Fifty years ago, in the fraught 1960s, which was, for some of us, the best and the worst of times, when our political heroes were gunned down, when, thanks to the “pill,” love was free and easy, when the “Doors of Perception” were blasted open by psychedelia in the form of pot, LSD, and psilocybin, when television was available on five channels and music came on vinyl discs that were spun on turntables, there was a comedy troupe called “The Firesign Theatre.” College students played their hilarious, culturally smart records over and over again until we had their tropes memorized. As I watched Joshua Fardon’s play, 1=0, now running at Theatre of NOTE, a tiny snippet from one of the records popped into mind. At some kind of assembly, a seemingly distant voice yelled out, “What is reality?” What reality is or is not is the confounding territory of Mr. Fardon’s play.
The action begins in high gear in the office of Molly (Andrea Ruth), a quantum physics teacher, where a complex, unfinished equation that ends in 1=0 is chalked on a blackboard. The aptly named Celeste (Michelle Hilyard), the woman who wrote the equation, suffers from adult onset scoliosis, a disease that has her moving slowly and painfully. The two women together are under a deadline for the completion and submission of the equation, which deals with the notion that a quantum particle can exist in two locations at once. This idea informs the rest of the play in unusual, dramatic ways. But that seems beside the point. Molly’s concern for Celeste is possessive in a way that hints at a relationship of unrequited love. Celeste seems not to care about the equation or the submission. What concerns Molly is Celeste’s online romance with a Syrian refugee named Russell (Will McFadden), an odd name for a Middle-Easterner.
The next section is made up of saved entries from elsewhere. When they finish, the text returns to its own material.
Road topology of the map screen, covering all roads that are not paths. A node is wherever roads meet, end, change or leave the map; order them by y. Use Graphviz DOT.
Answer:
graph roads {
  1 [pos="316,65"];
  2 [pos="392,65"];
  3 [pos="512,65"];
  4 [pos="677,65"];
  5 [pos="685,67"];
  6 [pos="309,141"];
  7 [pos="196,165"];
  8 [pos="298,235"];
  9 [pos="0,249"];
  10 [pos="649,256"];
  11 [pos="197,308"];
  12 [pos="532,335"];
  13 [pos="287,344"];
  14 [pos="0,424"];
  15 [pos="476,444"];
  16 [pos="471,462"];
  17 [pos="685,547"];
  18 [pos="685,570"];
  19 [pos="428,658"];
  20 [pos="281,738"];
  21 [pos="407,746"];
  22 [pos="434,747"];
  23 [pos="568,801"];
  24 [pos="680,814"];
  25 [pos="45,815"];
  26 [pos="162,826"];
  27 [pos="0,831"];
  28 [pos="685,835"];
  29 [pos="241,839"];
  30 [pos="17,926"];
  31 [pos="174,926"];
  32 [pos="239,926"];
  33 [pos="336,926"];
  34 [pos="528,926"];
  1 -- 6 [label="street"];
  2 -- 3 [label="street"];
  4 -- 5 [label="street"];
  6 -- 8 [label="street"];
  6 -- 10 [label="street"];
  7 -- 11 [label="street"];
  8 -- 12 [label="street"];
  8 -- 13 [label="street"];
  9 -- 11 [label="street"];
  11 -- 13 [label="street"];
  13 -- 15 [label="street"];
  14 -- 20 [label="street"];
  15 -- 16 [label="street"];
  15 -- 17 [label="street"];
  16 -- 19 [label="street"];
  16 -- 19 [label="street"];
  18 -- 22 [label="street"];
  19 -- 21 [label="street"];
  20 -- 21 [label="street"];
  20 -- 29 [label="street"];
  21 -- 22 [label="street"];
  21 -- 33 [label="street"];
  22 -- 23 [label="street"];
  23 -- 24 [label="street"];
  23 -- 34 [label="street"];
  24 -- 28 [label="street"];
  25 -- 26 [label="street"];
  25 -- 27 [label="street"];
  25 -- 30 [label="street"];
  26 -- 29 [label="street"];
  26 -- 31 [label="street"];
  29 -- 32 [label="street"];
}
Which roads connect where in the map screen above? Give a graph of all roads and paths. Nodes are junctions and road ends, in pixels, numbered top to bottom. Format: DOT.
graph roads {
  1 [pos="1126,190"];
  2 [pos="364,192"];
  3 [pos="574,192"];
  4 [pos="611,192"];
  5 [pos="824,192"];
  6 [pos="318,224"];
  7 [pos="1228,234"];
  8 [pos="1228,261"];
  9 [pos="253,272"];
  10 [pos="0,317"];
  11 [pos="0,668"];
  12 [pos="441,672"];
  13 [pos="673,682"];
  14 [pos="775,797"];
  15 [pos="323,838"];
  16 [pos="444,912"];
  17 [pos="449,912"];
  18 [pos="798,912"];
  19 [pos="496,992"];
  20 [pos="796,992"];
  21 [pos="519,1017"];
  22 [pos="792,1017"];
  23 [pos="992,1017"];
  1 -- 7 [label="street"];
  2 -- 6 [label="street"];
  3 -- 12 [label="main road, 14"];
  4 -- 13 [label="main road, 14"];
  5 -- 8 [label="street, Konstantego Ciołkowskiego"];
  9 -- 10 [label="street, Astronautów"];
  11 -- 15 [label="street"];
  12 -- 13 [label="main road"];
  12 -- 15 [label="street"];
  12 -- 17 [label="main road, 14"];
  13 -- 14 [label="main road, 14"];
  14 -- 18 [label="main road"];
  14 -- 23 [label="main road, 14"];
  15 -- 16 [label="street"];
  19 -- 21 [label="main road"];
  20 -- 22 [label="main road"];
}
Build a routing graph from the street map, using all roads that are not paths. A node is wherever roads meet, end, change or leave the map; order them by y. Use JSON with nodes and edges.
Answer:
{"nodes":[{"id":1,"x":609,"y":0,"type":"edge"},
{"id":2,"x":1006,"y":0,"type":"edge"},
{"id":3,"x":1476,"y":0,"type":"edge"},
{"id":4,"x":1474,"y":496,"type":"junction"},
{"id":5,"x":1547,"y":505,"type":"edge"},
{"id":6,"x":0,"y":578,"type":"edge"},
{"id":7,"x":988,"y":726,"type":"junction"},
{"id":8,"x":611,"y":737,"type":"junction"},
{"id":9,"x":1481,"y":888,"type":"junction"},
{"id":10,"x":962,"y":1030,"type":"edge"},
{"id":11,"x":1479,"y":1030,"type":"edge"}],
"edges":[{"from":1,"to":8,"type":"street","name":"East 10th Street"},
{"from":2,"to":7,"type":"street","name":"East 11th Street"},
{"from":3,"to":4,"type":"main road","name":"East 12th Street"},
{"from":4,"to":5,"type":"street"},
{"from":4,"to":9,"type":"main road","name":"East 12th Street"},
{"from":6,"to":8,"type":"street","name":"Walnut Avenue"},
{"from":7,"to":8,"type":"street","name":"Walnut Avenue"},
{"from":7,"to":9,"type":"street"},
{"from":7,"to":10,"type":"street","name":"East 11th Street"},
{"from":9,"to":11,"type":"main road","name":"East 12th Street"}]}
Celeste is determined to leave the work at hand and to meet with Russell, hoping, as a crippled, divorced woman in her late forties, to find love.
As the play progresses, the audience discovers that Russell is a very tall man who looks and sounds like a person from the American Mid-West. Even more oddly, he claims to be a makeup artist. He has plausible explanations for all of this. In an intense, vivid, convincing monologue, Mr. McFadden enthralled this audience member with the story of his character’s Syrian roots and the violent events that brought him to the United States. There is reason to doubt his story. In line outside a movie theatre, Celeste and Russell find themselves ahead of Scott and Heaven (broadly played by Sigi Gradwohl and Kerr Lordygan), a loud, aggressive couple who stand in shocking contrast to Russell and Celeste. Scott claims to recognize Russell from high school. Violence ensues. After this theatrical climax, an extended dénouement reveals much, and some of the mystery of the equation, 1=0, becomes less obscure.
James R. Carey directs, with Alysha Brady as Assistant Director. Set & Props Designer is Bill Voorhees; Costume Designer is Linda Muggeridge; Lighting & Sound Designer is Matt Richter; and the Fight Choreographer is Marc Antonio Pritchett. The production is stage managed by Aaron Saldaña and Kelby Jo McClellan.
1=0, produced for Theatre of NOTE by Bill Voorhees, Vanessa Donley, Julia Lloyd George and Andrea Ruth, runs through March 30 at Theatre of NOTE, 1517 N. Cahuenga Blvd. (just north of Sunset) in Hollywood.